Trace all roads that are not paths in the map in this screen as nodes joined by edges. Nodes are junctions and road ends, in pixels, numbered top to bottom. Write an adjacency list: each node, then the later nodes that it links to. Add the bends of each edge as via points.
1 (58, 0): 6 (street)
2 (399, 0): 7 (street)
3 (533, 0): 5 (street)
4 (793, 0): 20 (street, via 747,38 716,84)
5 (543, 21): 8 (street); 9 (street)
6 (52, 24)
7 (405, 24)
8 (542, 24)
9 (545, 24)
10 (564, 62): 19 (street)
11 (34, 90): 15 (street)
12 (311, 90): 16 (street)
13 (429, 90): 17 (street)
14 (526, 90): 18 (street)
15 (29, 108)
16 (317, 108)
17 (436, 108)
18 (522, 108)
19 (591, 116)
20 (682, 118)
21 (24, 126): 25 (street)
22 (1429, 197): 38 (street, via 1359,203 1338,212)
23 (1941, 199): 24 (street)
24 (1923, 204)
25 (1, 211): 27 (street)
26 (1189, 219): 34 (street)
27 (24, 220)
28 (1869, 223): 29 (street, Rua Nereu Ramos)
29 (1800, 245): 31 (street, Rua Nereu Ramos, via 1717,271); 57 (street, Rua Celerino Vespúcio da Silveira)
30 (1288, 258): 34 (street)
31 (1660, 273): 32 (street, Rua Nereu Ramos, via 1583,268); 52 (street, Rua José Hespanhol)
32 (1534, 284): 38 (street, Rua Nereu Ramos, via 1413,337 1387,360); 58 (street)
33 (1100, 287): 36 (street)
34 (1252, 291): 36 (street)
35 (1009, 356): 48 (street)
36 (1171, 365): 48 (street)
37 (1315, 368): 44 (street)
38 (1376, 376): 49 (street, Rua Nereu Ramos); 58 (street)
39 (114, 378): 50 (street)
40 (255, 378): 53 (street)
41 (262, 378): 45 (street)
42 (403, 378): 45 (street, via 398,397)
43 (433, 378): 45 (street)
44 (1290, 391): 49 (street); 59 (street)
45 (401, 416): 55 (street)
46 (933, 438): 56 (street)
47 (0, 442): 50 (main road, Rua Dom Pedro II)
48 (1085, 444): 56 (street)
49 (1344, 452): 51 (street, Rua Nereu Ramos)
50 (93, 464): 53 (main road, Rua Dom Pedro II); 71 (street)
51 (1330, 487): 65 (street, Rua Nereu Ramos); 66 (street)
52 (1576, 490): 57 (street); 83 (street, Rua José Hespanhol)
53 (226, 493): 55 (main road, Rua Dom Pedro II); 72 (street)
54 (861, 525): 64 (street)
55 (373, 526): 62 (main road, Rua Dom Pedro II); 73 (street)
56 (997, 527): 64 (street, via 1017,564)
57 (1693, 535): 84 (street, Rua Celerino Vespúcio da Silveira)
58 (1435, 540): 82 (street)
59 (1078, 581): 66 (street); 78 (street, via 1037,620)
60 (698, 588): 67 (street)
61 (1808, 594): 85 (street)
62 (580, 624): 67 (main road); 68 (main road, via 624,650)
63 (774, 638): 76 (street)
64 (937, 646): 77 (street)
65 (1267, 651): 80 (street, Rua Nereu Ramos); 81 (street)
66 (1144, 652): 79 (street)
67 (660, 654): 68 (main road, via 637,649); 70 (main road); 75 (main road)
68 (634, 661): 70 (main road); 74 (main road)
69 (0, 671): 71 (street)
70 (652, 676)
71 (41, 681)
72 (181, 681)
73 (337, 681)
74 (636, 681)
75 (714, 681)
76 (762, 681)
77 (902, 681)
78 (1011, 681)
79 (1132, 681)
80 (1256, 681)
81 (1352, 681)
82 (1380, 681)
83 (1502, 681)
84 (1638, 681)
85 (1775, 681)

______________________________

→ **The task**: Copy each line above holding "Hespanhol".

→ **Output**:
31 (1660, 273): 32 (street, Rua Nereu Ramos, via 1583,268); 52 (street, Rua José Hespanhol)
52 (1576, 490): 57 (street); 83 (street, Rua José Hespanhol)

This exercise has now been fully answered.